Wientreue: 90 Prozent
Wenn es eng für die Parteichefin wird, sorgt Bürgermeister Ludwig im Hintergrund für Ruhe. Auch nach dem schwachen Parteitagsergebnis war es der Wiener Parteivorsitzende, der eine wildere Personaldebatte verhinderte. Entsprechend geknickt bewertet Ludwigs Umfeld den Parteitag: "Die SPÖ war gut unterwegs. Der Mitbewerber ist im Eck, auch die Grünen, in der FPÖ hat sich der Hardliner durchgesetzt. Für uns wäre eigentlich alles angerichtet. Strategisch war das keine besonders kluge Geschichte." Der Preis für die Nähe zur Bundeshauptstadt: Neben dem Vorsitz sind auch die Parteizentrale und viele andere wichtige Positionen in den Händen von Wienern.
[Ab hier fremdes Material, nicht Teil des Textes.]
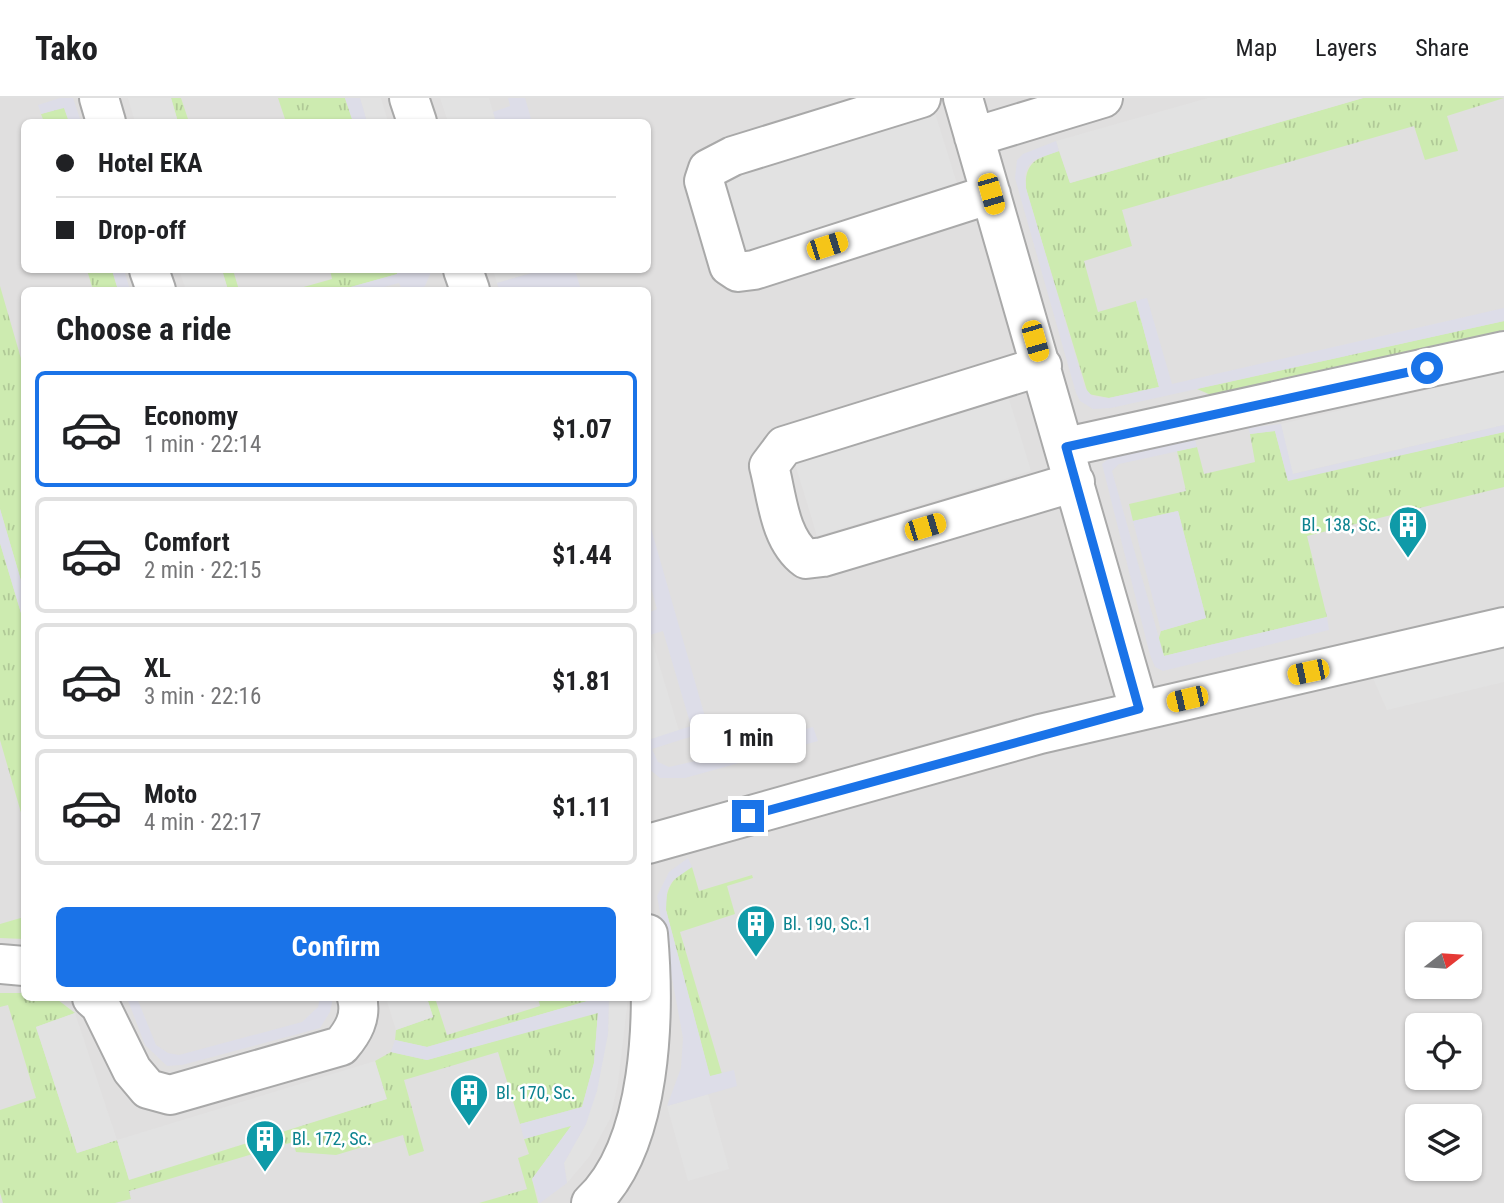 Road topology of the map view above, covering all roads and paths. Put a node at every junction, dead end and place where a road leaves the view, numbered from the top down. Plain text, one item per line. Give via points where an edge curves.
1 (99, 98) edge
2 (409, 98) edge
3 (921, 98) edge
4 (963, 98) edge
5 (1103, 98) edge
6 (105, 119) edge
7 (416, 119) edge
8 (974, 137) junction
9 (991, 194) junction
10 (1504, 351) edge
11 (1042, 366) junction
12 (1070, 465) junction
13 (1504, 626) edge
14 (1139, 709) junction
15 (651, 843) edge
16 (0, 964) edge
17 (21, 966) edge
18 (95, 1001) edge
19 (358, 1001) edge
20 (650, 1001) edge
21 (591, 1203) edge

1 - 6 street
2 - 7 street
3 - 9 street via 733,156 708,169 704,181 729,266 738,272 754,270
4 - 8 street
5 - 8 street
8 - 9 street
9 - 11 street
10 - 12 street
11 - 12 street
11 - 12 street via 784,446 769,466 786,534 806,559 823,557
12 - 14 street
13 - 14 street
14 - 15 street
16 - 17 street
18 - 19 street via 132,1070 148,1089 170,1094 341,1046 354,1031
20 - 21 street via 647,1063 636,1114 618,1167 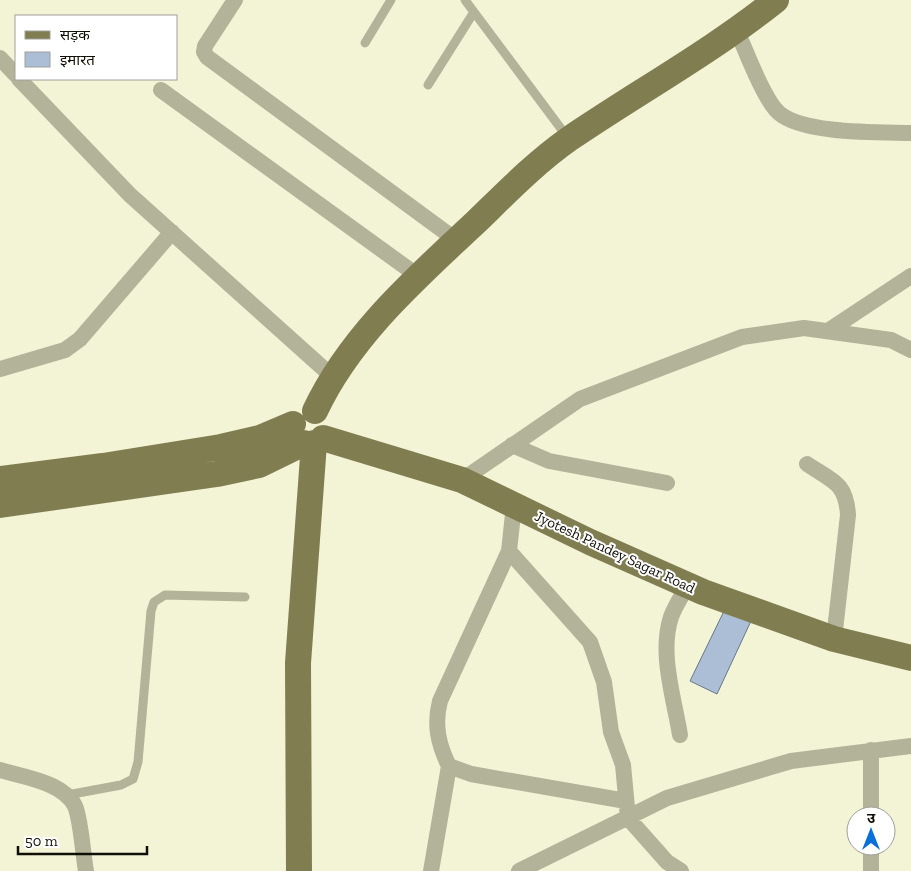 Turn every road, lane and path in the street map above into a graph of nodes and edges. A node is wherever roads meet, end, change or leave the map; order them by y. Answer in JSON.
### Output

Das sorgt für Ärger in den Ländern. Ein Roter aus dem Osten: "In Wirklichkeit trifft Ludwig alle Entscheidungen."
Weltoffenheit: 85 Prozent
Rendi-Wagner kann eine sozialdemokratische Bilderbuch-Lebensstory vorweisen, sie verkörpert die soziale Durchlässigkeit, die sich die SPÖ auf die Fahnen schreibt: Vom Gemeindebau gelang ihr der Sprung auf die Medizin-Uni. Rendi-Wagner wirkt urban, intellektuell, authentisch in Fragen der Gleichstellung von Frauen und Minderheiten. Im Game gegen Grün und Pink ist die 50-Jährige ein taugliches Asset. Doch das bringt ihr immer wieder den Vorwurf ein, sie mache "Politik für die Pseudolinken", also für gut betuchte, liberale Großstädter. In Wien ist sie mehrheitsfähig, im restlichen Bundesgebiet weniger. Ein strategisches Dilemma, das den Großteil aller SPÖ-internen Debatten erklärt.
Erdung: 40 Prozent
Sportwägen, alte Weine, teure Uhren, Kinder in der Privatschule, Urlaub bei Reich und Schön - geht für eine SPÖ-Chefin gar nicht. Beziehungsweise: sorgt garantiert für öffentliche Empörung. Ex-SPÖ-Geschäftsführer Thomas Drozda bekam parteiintern den Spitznamen "Protzda" verpasst, weil er einen alten Porsche fährt. Rendi-Wagner musste sich mit Kritik an einem Urlaub im französischen Nobelort Saint-Tropez herumschlagen. Der Vorwurf: Wie kann eine, die Arme und Schwache vertreten will, selbst im Luxus leben? Es mag zwar stimmen, was der frühere Chef der deutschen Linkspartei, Gregor Gysi, einmal sagte: "Ein Linker muss nicht arm sein, er muss gegen Armut sein." Es stimmt aber auch, dass Bescheidenheit bei Wählern gut ankommt. Schlag nach bei Kurz, der demonstrativ in der Economy Class fliegt und Urlaub ausschließlich in Österreich macht - zumindest offiziell. Wenn sich ein Konservativer in der Öffentlichkeit anspruchsloser gibt als die Chefin der Sozialdemokraten, ist Selbstreflexion angebracht.